Precisamos fortalecer nossos partidos. Hoje os maiores têm menos de 15% no plenário [PT tem cerca de 12% da Câmara; PSDB e PMDB, quase 10% cada um].
Seria melhor para o país se PSDB e PT fossem mais fortes no Congresso?
Seria, sem dúvida nenhuma. Isso não ocorre por causa da interação do sistema proporcional de lista aberta [em que as cadeiras obtidas pelo partido ou coligação são atribuídas aos candidatos mais votados] com nosso modelo de financiamento de campanha. Cada estado tem dezenas de cadeiras no Congresso, então temos milhares de candidatos tentando o voto de milhões de eleitores
O partido vai em busca de candidatos que puxam votos, e não necessariamente do candidato em que ele confia. Isso não favorece a identificação nem do ponto de vista do eleitor nem do ponto de vista do representante.
Com a lista fechada [modelo no qual os partidos apresentam uma lista de candidatos previamente ordenada e o eleitor vota apenas no partido, e não em candidato], o partido sai da convenção com a chapa. Isso tornaria a campanha ao Congresso mais partidária, pois as legendas terão que articular alguma plataforma coletiva.
E qual o papel do financiamento nesse cenário?
É nosso outro calcanhar de Aquiles, a regra de financiamento. A oferta de dinheiro é extremamente concentrada no Brasil, pois o teto que incide sobre o doador é proporcional à renda.
Isso mata o jogo. Se cada pessoa física só pode dar 10% do que ganha, para quem o candidato típico vai pedir dinheiro? Para gente rica.
Então temos no Brasil milhares de candidatos disputando meia dúzia de financiadores. Esses financiadores compram, no atacado, influência sobre o sistema decisório inteiro.
Então você aperta play por 30 anos e temos uma elite política que bajula as poucas fontes de renda.
O resultado dedutível disso é a Lava Jato. Mas demos um tiro no pé quando aplicamos um remédio judicial a um problema regulatório.
O combate à corrupção aprofundou nossa crise democrática?
Claro que há corrupção, mas forçamos a mão quando o STF admite no julgamento do senador Valdir Raupp (MDB-RO) que doação legal de campanha pode ser prova de crime de corrupção, pode ser propina.
Se você desestabiliza o ambiente político em nome do combate à corrupção, você deteriora as condições do combate à corrupção.

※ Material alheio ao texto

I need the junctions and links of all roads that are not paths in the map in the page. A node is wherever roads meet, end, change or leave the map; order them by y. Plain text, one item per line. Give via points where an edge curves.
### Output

Publiquei até um artigo chamado “Lava Jato é o Plano Cruzado do combate à corrupção”. Tem essa coisa, oba oba, euforia, vamos prender gente.

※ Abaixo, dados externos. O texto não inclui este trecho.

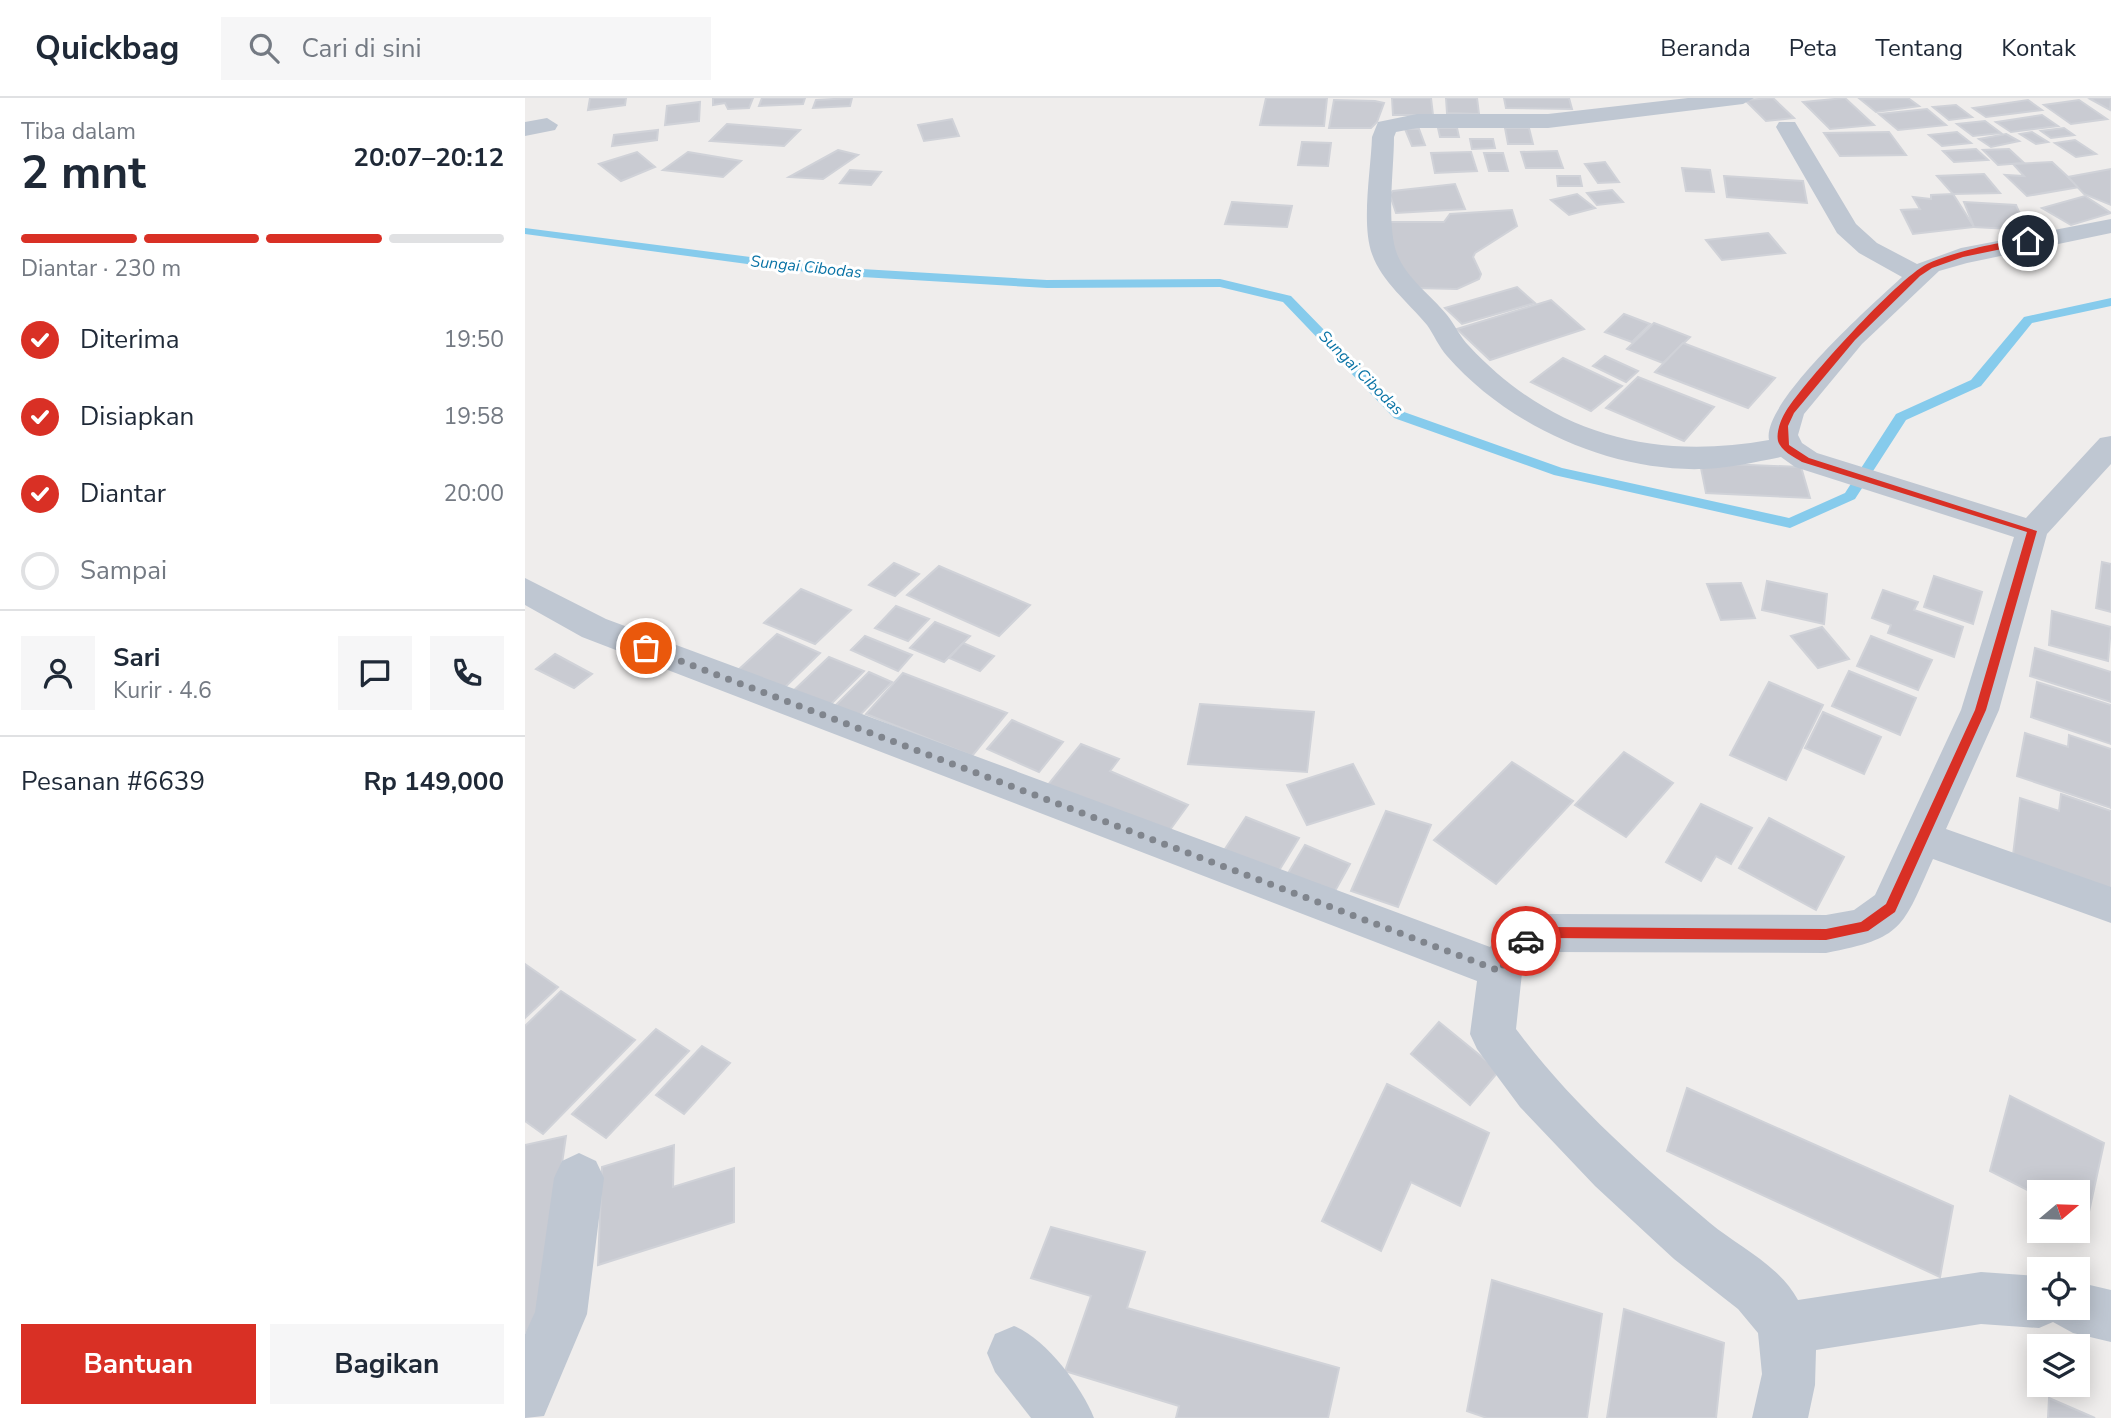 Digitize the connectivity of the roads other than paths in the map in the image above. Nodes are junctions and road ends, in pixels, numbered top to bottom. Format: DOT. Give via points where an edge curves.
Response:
graph roads {
  1 [pos="1743,98"];
  2 [pos="1787,127"];
  3 [pos="2111,226"];
  4 [pos="1917,275"];
  5 [pos="2111,445"];
  6 [pos="1785,447"];
  7 [pos="2032,531"];
  8 [pos="525,590"];
  9 [pos="1922,838"];
  10 [pos="2111,905"];
  11 [pos="1500,971"];
  12 [pos="579,1178"];
  13 [pos="2027,1300"];
  14 [pos="2090,1311"];
  15 [pos="2111,1316"];
  16 [pos="1783,1329"];
  17 [pos="1014,1353"];
  18 [pos="525,1397"];
  19 [pos="1066,1418"];
  20 [pos="1780,1418"];
  1 -- 6 [label="street" via="1548,121 1417,121 1386,127 1383,251 1407,290 1437,320 1456,349 1494,386 1557,425 1596,440 1679,459"];
  2 -- 4 [label="street" via="1846,228 1868,248"];
  3 -- 4 [label="street" via="1961,256"];
  4 -- 6 [label="street" via="1852,338 1790,412 1783,426"];
  5 -- 7 [label="street"];
  6 -- 7 [label="street" via="1805,460"];
  7 -- 9 [label="street" via="1980,710"];
  8 -- 11 [label="street" via="594,628"];
  9 -- 10 [label="street"];
  9 -- 11 [label="street" via="1891,908 1864,927 1826,934 1548,933 1514,946"];
  11 -- 16 [label="street" via="1493,1034 1516,1070 1605,1163 1696,1245 1762,1294"];
  12 -- 18 [label="street" via="561,1314"];
  13 -- 16 [label="street" via="1981,1297"];
  14 -- 15 [label="street"];
  16 -- 20 [label="street" via="1791,1374"];
  17 -- 19 [label="street"];
}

Naquela época, tínhamos um problema regulatório sério, uma dinâmica econômica ruim, inflacionária. E aí você prende quem está remarcando preço. É o Plano Cruzado.
Agora é a mesma coisa. Temos um ambiente regulatório ruim para financiamento das campanhas e prendemos quem está operando conforme a música. Não é assim.
Se você desestabiliza o ambiente político em nome do combate à corrupção, você deteriora as condições do combate à corrupção.
Precisamos mudar nossas regras. Não podemos deixar, seja Odebrecht, seja João Doria, doar sem limite. Teto para doação deveria ser nominal.
Olhando em retrospeto, muitos dizem que os governos de Fernando Henrique Cardoso (PSDB) e de Lula (PT) foram a época de ouro da democracia brasileira.
Eu ando brincando que num certo sentido voltamos ao normal do Brasil, à instabilidade. A cautela que peço às pessoas quando estão muito irritadas é que a vida, de forma geral, melhorou para os pobres e até para quem não era tão pobre no período FHC e Lula.
Então por que há hoje essa percepção de que tudo deu errado?
Primeiro porque veio a crise econômica. Eu brinco que partidos de esquerda não podem se dar ao luxo de ter uma crise econômica. Eles precisam zelar com muito capricho disso.
Lula fez isso, foi um ótimo presidente, mas Dilma Rousseff foi uma péssima presidente. A trombada entre o mercado viciado de financiamento de campanha e os órgãos de controle estava contratada, mas não se sabia quando ia ocorrer. Dilma propiciou a ocasião com um governo inepto.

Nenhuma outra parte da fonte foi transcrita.